Search through the entries for the word "nodes" and copy every line that has it.

[Opening RECORDED DATA section]

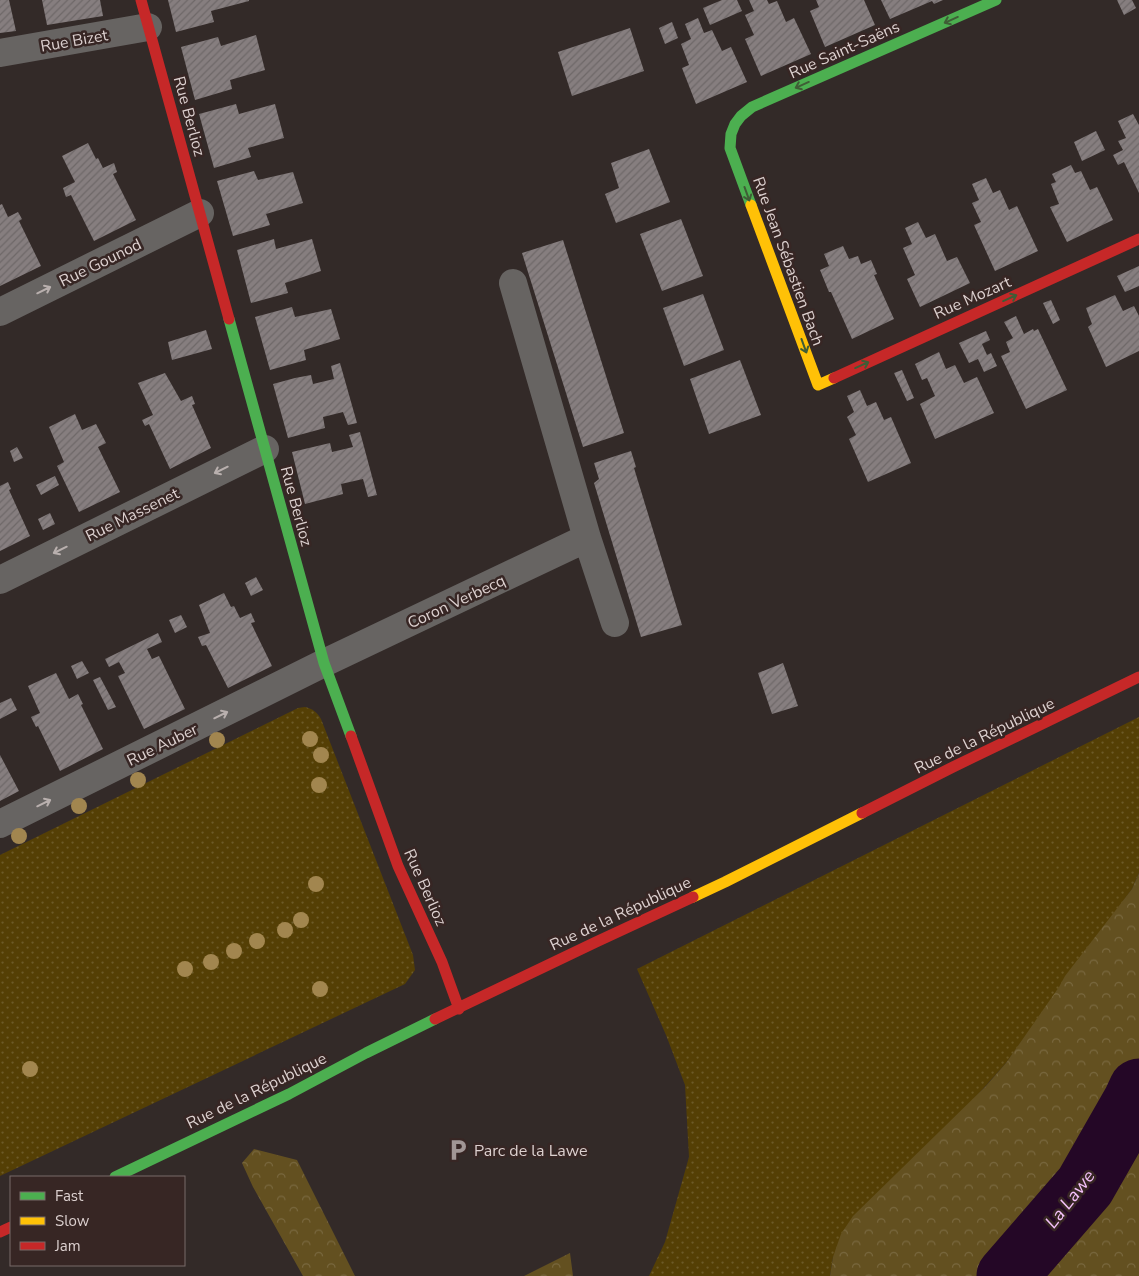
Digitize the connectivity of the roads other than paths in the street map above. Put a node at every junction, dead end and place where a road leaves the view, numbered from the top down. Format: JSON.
{"nodes":[{"id":1,"x":141,"y":0,"type":"edge"},
{"id":2,"x":996,"y":0,"type":"edge"},
{"id":3,"x":148,"y":27,"type":"junction"},
{"id":4,"x":0,"y":53,"type":"edge"},
{"id":5,"x":730,"y":148,"type":"joint"},
{"id":6,"x":200,"y":213,"type":"junction"},
{"id":7,"x":1139,"y":239,"type":"edge"},
{"id":8,"x":513,"y":283,"type":"dead end"},
{"id":9,"x":0,"y":312,"type":"edge"},
{"id":10,"x":818,"y":385,"type":"joint"},
{"id":11,"x":265,"y":449,"type":"junction"},
{"id":12,"x":588,"y":538,"type":"junction"},
{"id":13,"x":0,"y":580,"type":"edge"},
{"id":14,"x":615,"y":624,"type":"dead end"},
{"id":15,"x":324,"y":663,"type":"junction"},
{"id":16,"x":1139,"y":677,"type":"edge"},
{"id":17,"x":0,"y":824,"type":"edge"},
{"id":18,"x":459,"y":1009,"type":"junction"},
{"id":19,"x":117,"y":1176,"type":"edge"}],
"edges":[{"from":1,"to":3,"type":"street","name":"Rue Berlioz"},
{"from":2,"to":5,"type":"street","name":"Rue Saint-Saëns","one_way":true},
{"from":3,"to":4,"type":"street","name":"Rue Bizet"},
{"from":3,"to":6,"type":"street","name":"Rue Berlioz"},
{"from":5,"to":10,"type":"street","name":"Rue Jean Sébastien Bach","one_way":true},
{"from":9,"to":6,"type":"street","name":"Rue Gounod","one_way":true},
{"from":6,"to":11,"type":"street","name":"Rue Berlioz"},
{"from":10,"to":7,"type":"street","name":"Rue Mozart","one_way":true},
{"from":8,"to":12,"type":"street"},
{"from":11,"to":13,"type":"street","name":"Rue Massenet","one_way":true},
{"from":11,"to":15,"type":"street","name":"Rue Berlioz"},
{"from":12,"to":14,"type":"street"},
{"from":12,"to":15,"type":"street","name":"Coron Verbecq"},
{"from":17,"to":15,"type":"street","name":"Rue Auber","one_way":true},
{"from":15,"to":18,"type":"street","name":"Rue Berlioz"},
{"from":16,"to":18,"type":"street","name":"Rue de la République"},
{"from":18,"to":19,"type":"street","name":"Rue de la République"}]}
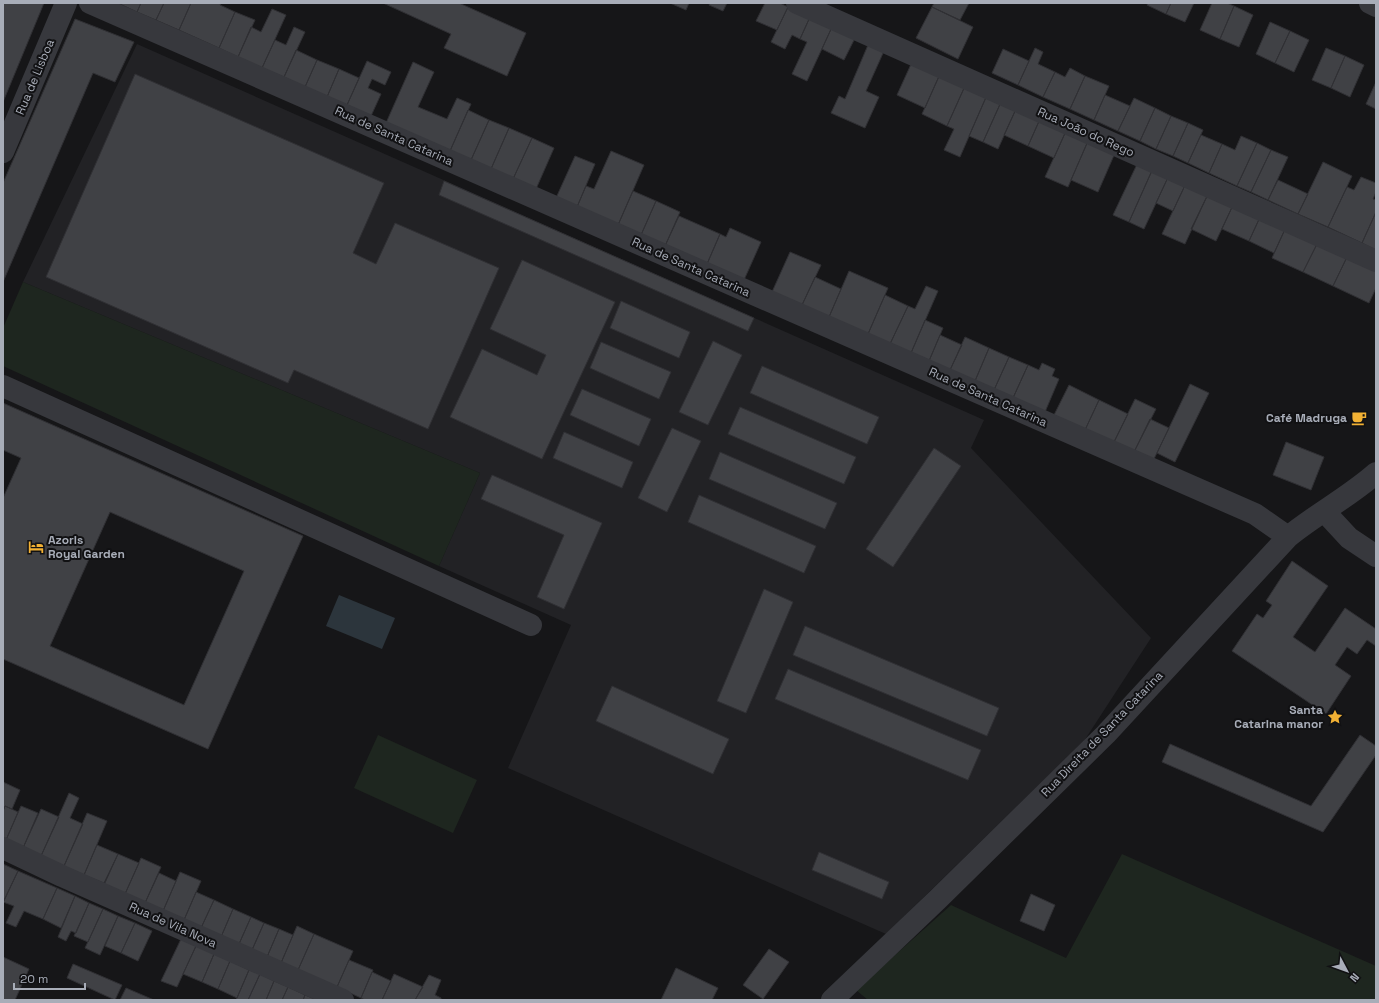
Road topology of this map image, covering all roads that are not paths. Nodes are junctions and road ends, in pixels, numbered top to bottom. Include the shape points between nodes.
1 (66, 3) edge
2 (90, 3) edge
3 (797, 3) edge
4 (1370, 3) edge
5 (1376, 6) edge
6 (3, 152) edge
7 (1376, 260) edge
8 (3, 386) edge
9 (1376, 473) edge
10 (1324, 511) junction
11 (1288, 537) junction
12 (1376, 556) edge
13 (531, 625) dead end
14 (3, 848) edge
15 (343, 1000) edge
16 (832, 1000) edge

1 - 6 street, Rua de Lisboa
2 - 11 street, Rua de Santa Catarina via 1255,514
3 - 7 street, Rua João do Rego
4 - 5 street
8 - 13 street
9 - 10 street, Rua Direita de Santa Catarina
10 - 11 street, Rua Direita de Santa Catarina
10 - 12 street via 1349,538
11 - 16 street, Rua Direita de Santa Catarina via 1106,734
14 - 15 street, Rua de Vila Nova

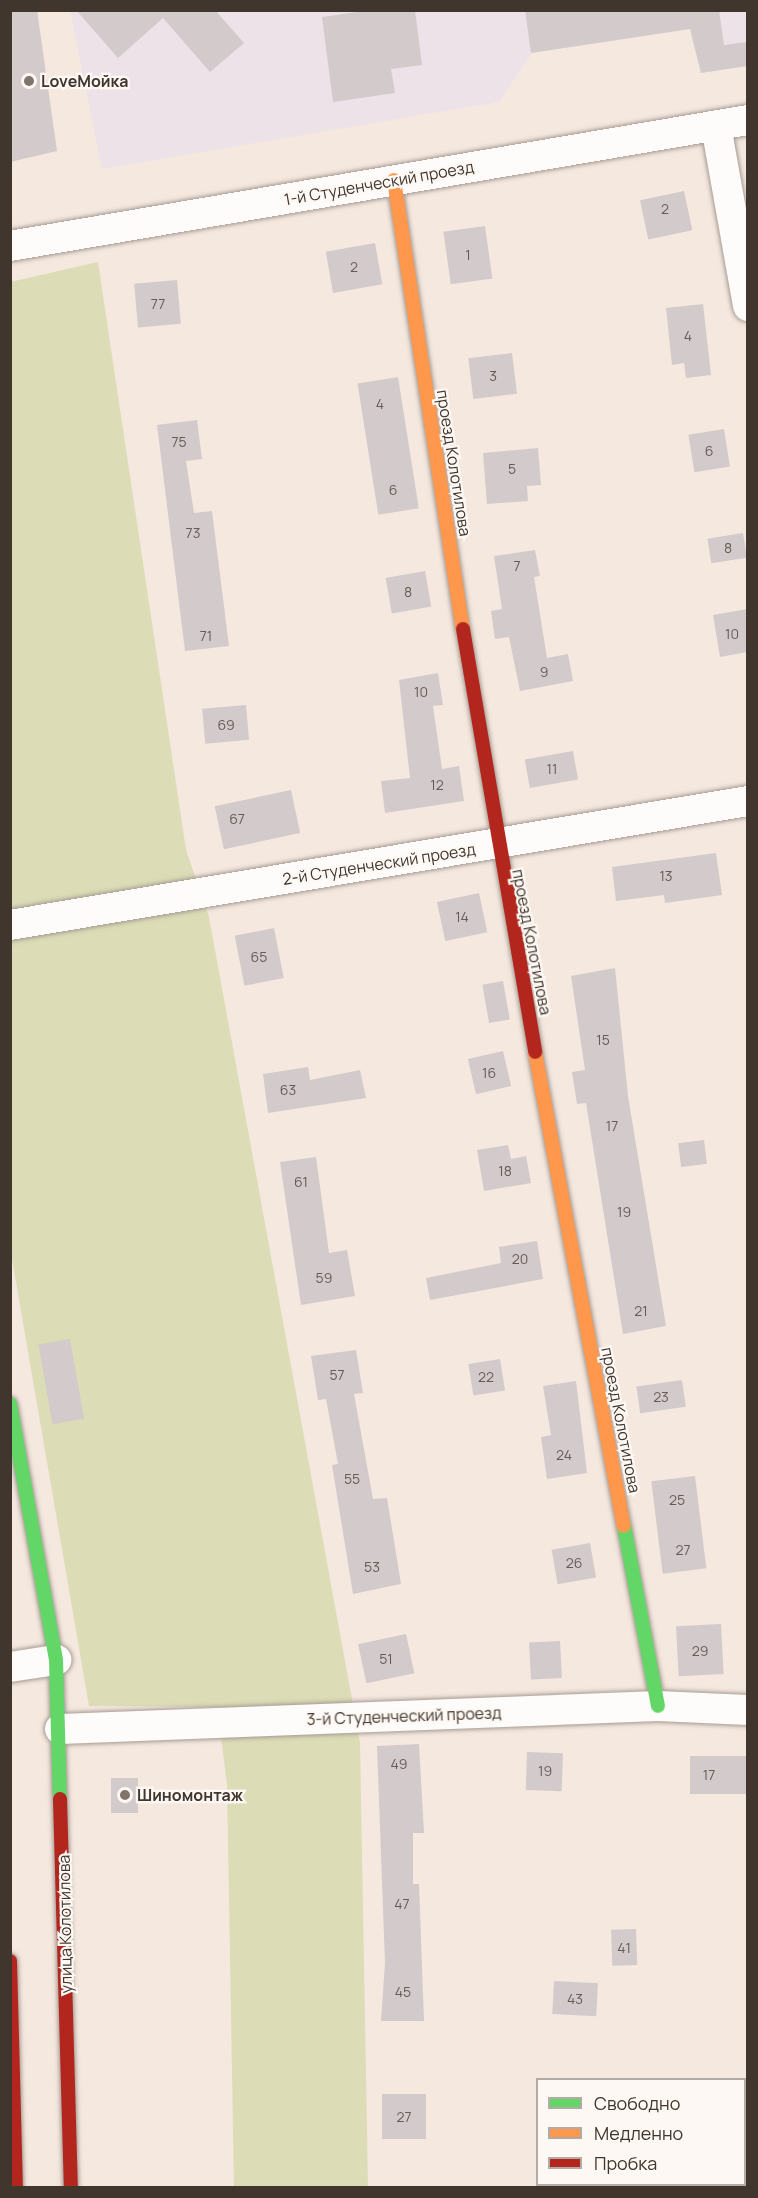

[Closing RECORDED DATA section]

**TASK RESULT**
{"nodes":[{"id":1,"x":141,"y":0,"type":"edge"},
Road topology of this map image, covering all roads that are not paths. Nodes are junctions and road ends, in pixels, numbered top to bottom. Include the shape points between nodes.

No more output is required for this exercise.